Fourthly, it is also obvious to someone like me that America does not spend their educational money wisely. America spends more on health care as a percentage of GDP than any other nation yet has health outcomes that are worse than other industrialised nations - nations who spend less per capita on health. That is evidence that health care money is not being used properly and I would argue that this is the case with public schooling in America as well. Again the question arises - why do public schools in other nations perform better, even though America spends an equivalent amount of money (GDP per capita)? The most obvious and reasonable and intellectual conclusion you can come to is that there is something stopping public schooling in the US from functioning properly, and the solution is to re-jig the funds and fund public schools more to improve results. After all, its the rich teams in US sport who can afford to buy the best players while the poor teams suffer.

Fifthly, it is also quite obvious to outsiders that Public Schooling in the US has been subject to cost cutting and criticism for many decades. The deep anti-public school feeling amongst Americans is just not there amongst other westerners - Public schools are NOT the enemy in places like Australia, Britain and Europe. Tax cutting and cost cutting and pro-private schooling and home schooling all seem to fit into conservative American ideology. In practice it has led to the marginalisation of the poor, who benefit most from public schooling.

BLBeamer said...

A few brief rejoinders, but saving a more thorough response for later this evening.

1. Private schools provide better results even in poor neighborhoods (parochial schools, for example). Not all private schools in the US are exclusive. The poor are who are most hurt by our current public schools.

2. One of my very first posts on your blog pointed out that US students (public and private) do worse on nearly every education metric vis a vis non-US schools. I am well aware that the other countries have public school systems. For various reason, which we may get into, there are different incentives and governance schemes in the US that ensure mediocre outcomes.

3. I don't believe you know what the term "manifest destiny" means. I've never heard it used as you have.

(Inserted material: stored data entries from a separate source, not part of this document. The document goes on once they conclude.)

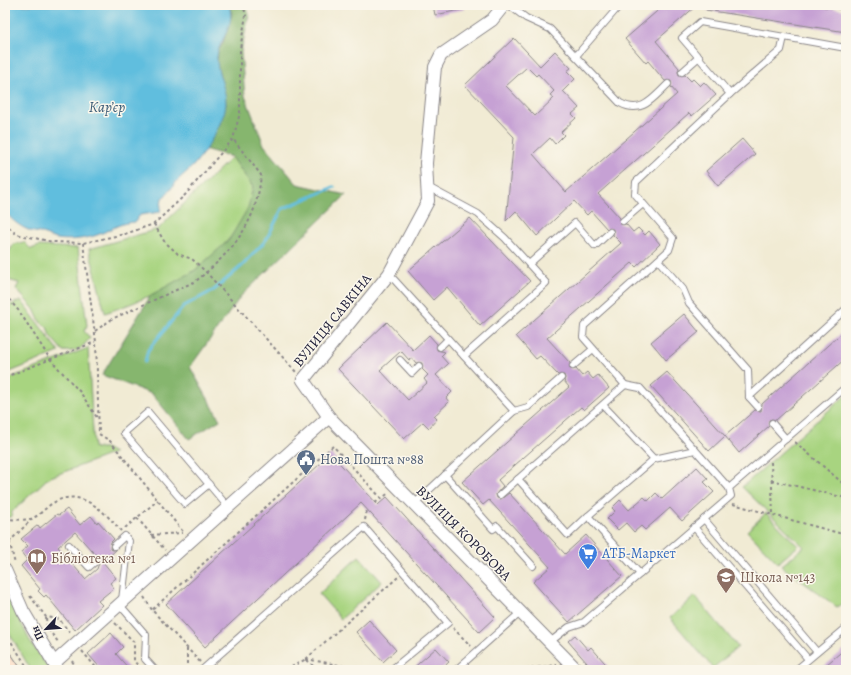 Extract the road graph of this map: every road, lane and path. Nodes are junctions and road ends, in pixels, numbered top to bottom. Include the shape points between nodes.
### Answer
1 (243, 5) edge
2 (504, 5) edge
3 (509, 5) edge
4 (620, 5) edge
5 (784, 37) junction
6 (846, 48) edge
7 (576, 56) junction
8 (699, 57) junction
9 (682, 72) dead end
10 (668, 84) dead end
11 (730, 94) junction
12 (233, 139) junction
13 (428, 187) junction
14 (643, 204) junction
15 (623, 221) dead end
16 (5, 223) edge
17 (154, 224) junction
18 (610, 232) dead end
19 (83, 243) junction
20 (658, 260) junction
21 (529, 264) junction
22 (206, 272) junction
23 (389, 274) junction
24 (5, 295) edge
25 (846, 309) edge
26 (92, 313) dead end
27 (94, 331) dead end
28 (448, 339) junction
29 (96, 342) dead end
30 (440, 347) dead end
31 (593, 349) junction
32 (464, 356) junction
33 (50, 359) junction
34 (400, 360) dead end
35 (419, 366) dead end
36 (573, 366) dead end
37 (5, 377) edge
38 (561, 378) dead end
39 (303, 380) junction
40 (625, 385) junction
41 (846, 387) edge
42 (749, 397) junction
43 (603, 405) junction
44 (758, 407) dead end
45 (514, 411) junction
46 (329, 417) junction
47 (99, 420) dead end
48 (772, 423) dead end
49 (787, 438) junction
50 (695, 450) junction
51 (770, 452) junction
52 (654, 460) junction
53 (445, 475) junction
54 (518, 479) junction
55 (771, 480) junction
56 (209, 484) junction
57 (396, 486) junction
58 (846, 486) edge
59 (729, 488) junction
60 (500, 494) dead end
61 (846, 498) edge
62 (382, 499) junction
63 (158, 500) dead end
64 (724, 502) junction
65 (375, 503) dead end
66 (414, 504) junction
67 (228, 506) junction
68 (773, 515) junction
69 (588, 516) junction
70 (33, 518) junction
71 (137, 518) junction
72 (5, 519) edge
73 (704, 519) junction
74 (5, 524) edge
75 (694, 528) junction
76 (185, 533) dead end
77 (123, 534) junction
78 (151, 535) junction
79 (846, 535) edge
80 (9, 542) junction
81 (69, 544) dead end
82 (114, 546) dead end
83 (171, 557) junction
84 (96, 561) dead end
85 (533, 566) dead end
86 (11, 569) edge
87 (403, 572) junction
88 (640, 574) junction
89 (138, 587) junction
90 (29, 596) dead end
91 (120, 603) junction
92 (152, 610) junction
93 (520, 612) junction
94 (101, 620) junction
95 (448, 623) junction
96 (846, 628) edge
97 (5, 632) edge
98 (72, 635) dead end
99 (134, 642) dead end
100 (550, 642) junction
101 (187, 648) junction
102 (476, 652) junction
103 (817, 652) junction
104 (306, 659) junction
105 (808, 659) junction
106 (5, 661) edge
107 (56, 667) edge
108 (574, 667) edge
109 (203, 669) edge
110 (11, 670) edge
111 (29, 670) edge
112 (155, 670) edge
113 (187, 670) edge
114 (286, 670) edge
115 (317, 670) edge
116 (365, 670) edge
117 (391, 670) edge
118 (456, 670) edge
119 (520, 670) edge
120 (796, 670) edge

1 - 12 path via 246,15 240,49 240,114
2 - 13 street, ВУЛИЦЯ САВКІНА via 492,20 441,55 435,67 426,163
3 - 7 lane via 526,18 550,29
4 - 7 lane
5 - 6 lane
5 - 8 lane via 700,22 682,38
5 - 11 lane via 781,50
7 - 10 lane via 620,104 629,108 639,108
8 - 9 lane
8 - 11 lane
11 - 14 lane via 636,182 635,194
12 - 17 path via 186,195
12 - 22 path via 261,175 256,203 244,232
13 - 21 lane via 478,214
13 - 23 street, ВУЛИЦЯ САВКІНА via 428,201
14 - 15 lane
14 - 20 lane via 673,238 669,250
16 - 19 path via 16,234 53,242
17 - 19 path via 125,234
17 - 22 path via 164,241 178,254 192,259
18 - 21 lane via 595,246 575,223
19 - 26 path
20 - 31 lane via 584,326 583,337
20 - 42 lane via 683,289 689,303 748,370
21 - 32 lane via 546,282
22 - 27 path via 196,281 112,319
22 - 39 path
23 - 28 lane
23 - 39 street, ВУЛИЦЯ САВКІНА
24 - 33 path via 19,311
25 - 42 lane
28 - 30 lane
28 - 32 lane
29 - 33 path
31 - 36 lane
31 - 40 lane
32 - 45 lane
33 - 37 path
33 - 47 path via 80,392
34 - 35 lane via 412,373
38 - 45 lane via 528,407
39 - 46 street, ВУЛИЦЯ САВКІНА
40 - 43 lane
40 - 50 lane via 640,388
41 - 49 lane
42 - 44 lane
43 - 52 lane
43 - 54 lane
45 - 53 lane
46 - 57 street, ВУЛИЦЯ КОРОБОВА
46 - 67 street
48 - 49 lane
49 - 51 lane
49 - 58 path
50 - 52 lane
50 - 59 lane
51 - 55 path
51 - 59 lane
52 - 69 lane
53 - 66 lane
53 - 85 lane via 494,529 497,526
54 - 60 lane
54 - 69 lane via 568,535
55 - 61 path
55 - 68 path
56 - 56 lane via 148,412 124,433 185,504
56 - 67 lane
57 - 62 path
57 - 66 street, ВУЛИЦЯ КОРОБОВА
59 - 64 lane via 731,496
62 - 65 path
62 - 92 path via 333,446
63 - 71 path
64 - 68 path
64 - 73 lane
66 - 93 street, ВУЛИЦЯ КОРОБОВА
67 - 83 street
68 - 79 path
69 - 88 lane
70 - 72 path
70 - 77 path via 53,502 75,497 96,505
70 - 80 path
71 - 77 path
71 - 78 path
73 - 75 lane
73 - 103 lane
74 - 80 path
75 - 88 lane
75 - 105 lane
76 - 78 path
77 - 82 lane
77 - 91 lane via 129,541
78 - 83 path
80 - 86 path
81 - 84 lane via 89,567
83 - 89 street
86 - 107 street via 24,611
87 - 95 lane
87 - 104 path
87 - 109 lane via 364,527
88 - 100 lane via 584,622 569,627
89 - 91 street
89 - 92 path
90 - 98 path via 46,618 59,619
91 - 94 street
91 - 112 lane via 146,635 145,659
92 - 101 path
93 - 100 street, ВУЛИЦЯ КОРОБОВА
93 - 102 lane
94 - 99 path via 117,623
94 - 107 street
95 - 102 path
95 - 117 lane
96 - 103 lane
97 - 111 path
100 - 108 street, ВУЛИЦЯ КОРОБОВА
101 - 109 path
101 - 113 path
102 - 118 lane
103 - 105 lane
104 - 114 path
104 - 115 path
104 - 116 path
105 - 120 lane
106 - 110 main road
108 - 119 path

4. If you don't think leftists name-call, then you are not as aware of American commentary as you believe you are.

5. You have mischaracterized my criticism of Jacoby's thesis.

BLBeamer said...

Time slipped away so I'll have to do more later, but a couple more additional items.

5.1. You have seriously mischaracterized my criticism of Jacoby's thesis.

6. I have never heard Coulter, Limbaugh and O'Reilly classified as intellectuals before. I assume that's what you meant by "doyens of conservative thought". I'll let their fans defend them. If they are who leftists in Australia and the US think are the conservative intellectuals in America, that is astounding.

7. You agree with me that the US doesn't spend its education dollars well. So your solution is to give the money-wasters even more to spend?

8. I disagree that public education in the US has suffered cost cutting, and I'd like to see the data behind that opinion. I do agree that it has been subject to criticism for decades. Criticism means what, exactly? You regularly criticize the US, yet you insist you aren't anti-American.